• [The task]: Your task is to copy each line in the listing that includes the word "Avenue".
━━━ Available records ━━━
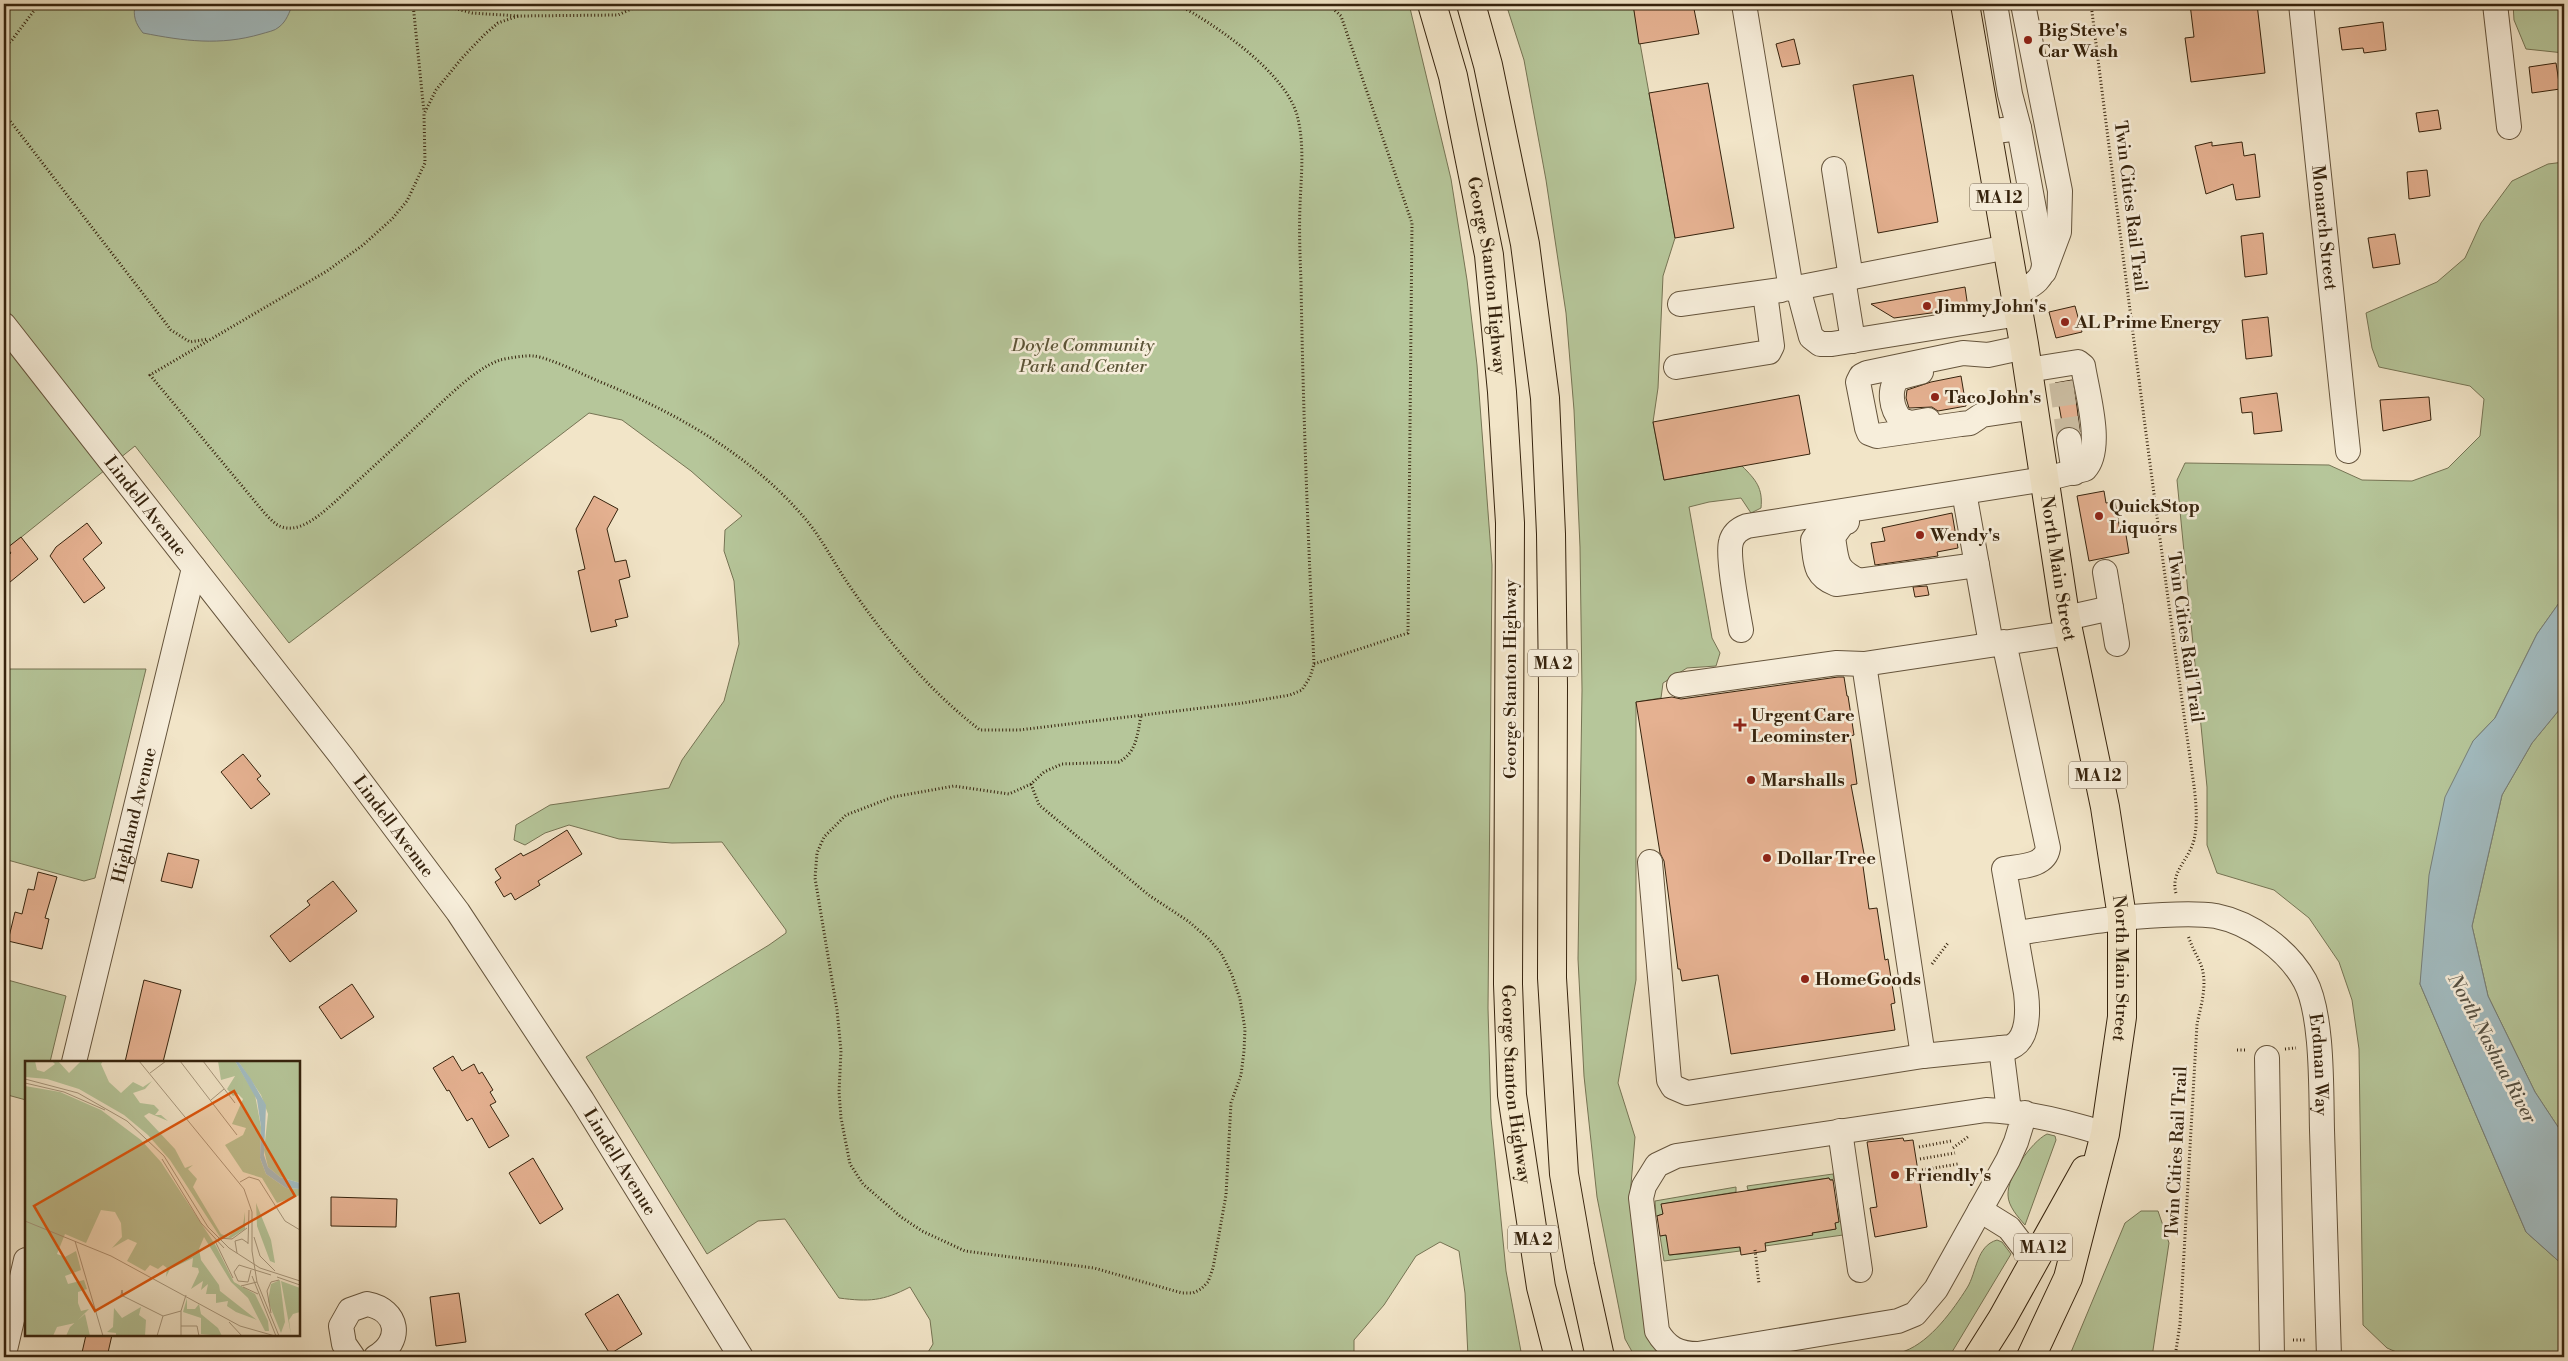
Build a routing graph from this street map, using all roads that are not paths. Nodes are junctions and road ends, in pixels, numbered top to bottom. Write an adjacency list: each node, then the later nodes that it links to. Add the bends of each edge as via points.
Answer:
1 (1432, 4): 58 (highway, George Stanton Highway / MA 2, via 1453,76 1489,255 1502,392 1510,523 1508,984 1512,1095)
2 (1471, 4): 59 (highway, MA 2, via 1488,65 1525,244 1545,398 1553,686 1552,978 1564,1174)
3 (1744, 4): 16 (street)
4 (1965, 4): 11 (highway, North Main Street / MA 12)
5 (1995, 4): 10 (street)
6 (2024, 4): 14 (street, via 2060,191 2059,232)
7 (2301, 4): 28 (street, Monarch Street)
8 (2495, 4): 9 (street)
9 (2510, 127)
10 (2019, 128): 11 (street); 14 (street)
11 (1988, 132): 13 (highway, North Main Street / MA 12)
12 (1834, 169): 15 (street)
13 (2008, 247): 15 (street); 19 (highway, North Main Street / MA 12)
14 (2044, 272): 19 (street)
15 (1847, 279): 16 (street); 21 (street)
16 (1794, 288): 17 (street); 21 (street, via 1815,340 1825,344)
17 (1765, 293): 18 (street); 24 (street, via 1772,346 1769,352)
18 (1680, 304)
19 (2018, 304): 21 (street); 23 (highway, North Main Street / MA 12)
20 (4, 325): 35 (street, Lindell Avenue)
21 (1853, 341)
22 (1981, 355): 23 (street); 26 (street, via 1967,365 1898,378 1892,392 1898,416 1911,423 1958,414); 26 (street, via 1963,353 1866,373 1858,382 1867,428 1872,435 1961,424)
23 (2026, 359): 25 (highway, North Main Street / MA 12); 29 (street, via 2059,373 2078,362 2084,366 2094,452 2089,465)
24 (1676, 367)
25 (2034, 407): 26 (street); 30 (highway, North Main Street / MA 12)
26 (1982, 415)
27 (2069, 440): 29 (street)
28 (2348, 451)
29 (2074, 473): 30 (street)
30 (2045, 479): 31 (street); 38 (highway, North Main Street / MA 12)
31 (1964, 492): 32 (street); 34 (street)
32 (1906, 501): 33 (street); 34 (street, via 1885,514 1829,525 1815,535 1813,540 1821,576 1836,584)
33 (1798, 518): 34 (street, via 1808,586 1828,596 1945,579); 39 (street, via 1747,526 1734,534 1730,548)
34 (1977, 565): 40 (street)
35 (194, 568): 50 (street, Highland Avenue); 63 (street, Lindell Avenue, via 458,912 582,1100)
36 (2105, 572): 37 (street)
37 (2111, 608): 38 (street); 41 (street)
38 (2068, 626): 40 (street); 45 (highway, North Main Street / MA 12, via 2105,807)
39 (1741, 630)
40 (1997, 643): 42 (street); 46 (street, via 2048,848 2047,854 2037,863 2004,869)
41 (2117, 644)
42 (1864, 664): 43 (street, via 1838,663); 48 (street)
43 (1679, 685)
44 (1650, 862): 48 (street, via 1669,1080 1674,1087 1687,1093)
45 (2122, 917): 46 (street, Erdman Way); 53 (highway, North Main Street / MA 12, via 2122,1017); 71 (street, Erdman Way, via 2195,914 2226,919 2271,943 2305,982 2316,1008 2318,1037)
46 (2016, 932): 47 (street, via 2027,1014 2019,1042 2011,1048)
47 (2001, 1048): 48 (street); 51 (street)
48 (1923, 1056)
49 (2267, 1058): 70 (street)
50 (74, 1061)
51 (2017, 1112): 52 (street, via 1986,1110); 53 (street, via 2064,1121); 54 (street, via 2016,1142)
52 (1840, 1131): 54 (street, via 1676,1156 1664,1160 1653,1171 1644,1186 1641,1206 1658,1331 1671,1348 1698,1354 1908,1318 1936,1289); 57 (street)
53 (2105, 1134): 55 (highway, North Main Street / MA 12); 69 (highway, North Main Street / MA 12, via 2068,1278)
54 (1980, 1210): 55 (street, via 2008,1228)
55 (2035, 1262): 68 (highway, North Main Street / MA 12)
56 (25, 1264): 60 (street)
57 (1860, 1270)
58 (1541, 1287): 64 (highway); 65 (highway, George Stanton Highway / MA 2)
59 (1592, 1326): 66 (highway, MA 2); 67 (highway)
60 (4, 1354)
61 (353, 1357): 62 (street, via 344,1344 341,1326 350,1310 368,1304 385,1311 394,1326 388,1349)
62 (376, 1357)
63 (741, 1357)
64 (1544, 1357)
65 (1559, 1357)
66 (1600, 1357)
67 (1614, 1357)
68 (1978, 1357)
69 (2031, 1357)
70 (2272, 1357)
71 (2330, 1357)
━━━
• [Solution for this exercise]:
20 (4, 325): 35 (street, Lindell Avenue)
35 (194, 568): 50 (street, Highland Avenue); 63 (street, Lindell Avenue, via 458,912 582,1100)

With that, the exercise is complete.